А началось все с книги, которую Майя подарила ему на день рождения, сказал он Шлоссу. Майя все время дарила ему странные книги. Некоторые он читал, а многие не читал. Майю это, похоже, не беспокоило – от природы у нее был легкий характер, и, в противоположность своему брату Ионе, она редко на что-то обижалась. Однажды вечером Эпштейн открыл эту книгу, не собираясь ее читать, но она затянула его, словно водоворот. Написал ее израильский поэт родом из Польши, который умер в шестьдесят шесть лет, ему было на два года меньше, чем только что исполнилось Эпштейну. Но эту маленькую автобиографическую книжку, свидетельство о том, как человек один на один встретился с Богом, поэт написал, когда ему было только двадцать семь. Книжка ошеломила Эпштейна, как он сказал Шлоссу. Сам он в двадцать семь был ослеплен амбициями и аппетитом – к успеху, к деньгам, сексу, красоте, любви, аппетитом к значительному и великому, но одновременно и к мелочам, ко всему, что можно увидеть, понюхать, пощупать. Какой могла бы стать его жизнь, если бы он с таким же азартом обратился к миру духовному? Почему он настолько от него отгородился?
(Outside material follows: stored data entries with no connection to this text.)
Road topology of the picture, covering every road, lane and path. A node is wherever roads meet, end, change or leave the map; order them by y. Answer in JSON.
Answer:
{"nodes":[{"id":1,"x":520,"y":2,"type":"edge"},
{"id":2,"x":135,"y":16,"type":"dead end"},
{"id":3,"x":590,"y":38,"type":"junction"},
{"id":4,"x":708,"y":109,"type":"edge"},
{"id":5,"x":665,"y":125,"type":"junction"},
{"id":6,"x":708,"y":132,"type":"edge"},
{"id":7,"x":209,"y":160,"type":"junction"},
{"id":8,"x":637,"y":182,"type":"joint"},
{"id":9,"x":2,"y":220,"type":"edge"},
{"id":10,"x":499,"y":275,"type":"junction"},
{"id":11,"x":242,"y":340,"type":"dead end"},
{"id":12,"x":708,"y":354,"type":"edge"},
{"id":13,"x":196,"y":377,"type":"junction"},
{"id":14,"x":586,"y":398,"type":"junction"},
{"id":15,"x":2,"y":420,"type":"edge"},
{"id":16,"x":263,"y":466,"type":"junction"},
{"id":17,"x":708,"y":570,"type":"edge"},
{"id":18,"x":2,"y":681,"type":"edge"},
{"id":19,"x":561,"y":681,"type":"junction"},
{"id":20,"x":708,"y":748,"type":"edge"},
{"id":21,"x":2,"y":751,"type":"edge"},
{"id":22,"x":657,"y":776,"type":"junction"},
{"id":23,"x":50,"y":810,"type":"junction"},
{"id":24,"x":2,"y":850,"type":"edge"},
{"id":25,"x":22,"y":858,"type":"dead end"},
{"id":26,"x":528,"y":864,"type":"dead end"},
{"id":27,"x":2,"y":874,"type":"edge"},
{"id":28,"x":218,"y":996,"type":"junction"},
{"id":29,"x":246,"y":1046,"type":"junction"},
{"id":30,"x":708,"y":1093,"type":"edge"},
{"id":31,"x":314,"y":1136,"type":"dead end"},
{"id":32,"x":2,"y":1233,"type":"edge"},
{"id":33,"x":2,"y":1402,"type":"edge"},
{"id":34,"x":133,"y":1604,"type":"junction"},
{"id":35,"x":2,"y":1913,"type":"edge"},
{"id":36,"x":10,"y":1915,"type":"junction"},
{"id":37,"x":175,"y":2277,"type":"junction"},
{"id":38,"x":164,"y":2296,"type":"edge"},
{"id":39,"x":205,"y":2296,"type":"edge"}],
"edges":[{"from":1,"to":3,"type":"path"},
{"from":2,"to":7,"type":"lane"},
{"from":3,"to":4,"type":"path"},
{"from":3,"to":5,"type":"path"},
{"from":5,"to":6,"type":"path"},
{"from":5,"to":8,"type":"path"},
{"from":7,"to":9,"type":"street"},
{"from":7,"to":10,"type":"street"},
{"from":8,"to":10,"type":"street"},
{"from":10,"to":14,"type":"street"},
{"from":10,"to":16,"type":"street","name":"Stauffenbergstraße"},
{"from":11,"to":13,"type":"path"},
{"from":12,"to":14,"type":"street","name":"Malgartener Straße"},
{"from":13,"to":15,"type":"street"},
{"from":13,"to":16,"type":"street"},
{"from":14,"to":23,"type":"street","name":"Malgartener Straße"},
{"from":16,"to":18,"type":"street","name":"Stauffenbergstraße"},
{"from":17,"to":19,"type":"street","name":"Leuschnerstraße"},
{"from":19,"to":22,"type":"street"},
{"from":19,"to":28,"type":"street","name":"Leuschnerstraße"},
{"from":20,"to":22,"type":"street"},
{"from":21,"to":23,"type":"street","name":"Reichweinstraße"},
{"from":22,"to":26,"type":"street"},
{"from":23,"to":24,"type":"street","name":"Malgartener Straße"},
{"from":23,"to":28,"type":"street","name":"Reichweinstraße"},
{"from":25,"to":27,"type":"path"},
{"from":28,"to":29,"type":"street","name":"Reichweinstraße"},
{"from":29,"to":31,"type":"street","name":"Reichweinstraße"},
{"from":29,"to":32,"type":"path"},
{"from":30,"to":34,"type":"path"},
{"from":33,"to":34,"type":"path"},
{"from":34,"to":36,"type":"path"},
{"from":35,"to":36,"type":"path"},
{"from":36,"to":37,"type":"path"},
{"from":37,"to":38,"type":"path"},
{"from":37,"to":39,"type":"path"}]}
Пока Эпштейн говорил, Шлосс рассматривал его: мечущийся взгляд, седые волосы, отросшие до воротника, – это бросалось в глаза, потому что обычно Эпштейн очень тщательно следил за своей внешностью. Бывало, он спрашивал у официанта: «Что вы скажете об этом бифштексе в сравнении с его конкурентами?» У него всегда был хороший аппетит, теперь же он даже не тронул морской язык, лежащий перед ним на тарелке. Только когда подошел официант и спросил, все ли в порядке, Эпштейн глянул на стол и вспомнил про еду, но все равно единственное, что он сделал, – это начал гонять кусочки вилкой по тарелке. У Шлосса было ощущение, что происходящее с Эпштейном: развод, отставка и то, как все отлетает и рассыпается, – началось не с книги, а со смерти его родителей. Но потом, усадив Эпштейна на заднее сиденье темного седана, который ждал возле ресторана, юрист, опершись рукой на крышу автомобиля, замер и на мгновение задумался. Глядя на Эпштейна, который сидел в неосвещенном салоне со странно отсутствующим видом, он вдруг подумал, не творится ли с его давним клиентом что-то более серьезное – может быть, какие-то неврологические проблемы, которые дойдут до крайности прежде, чем их опознают доктора и поставят диагноз. Тогда Шлосс отмахнулся от этой мысли, но позднее она показалась ему провидческой.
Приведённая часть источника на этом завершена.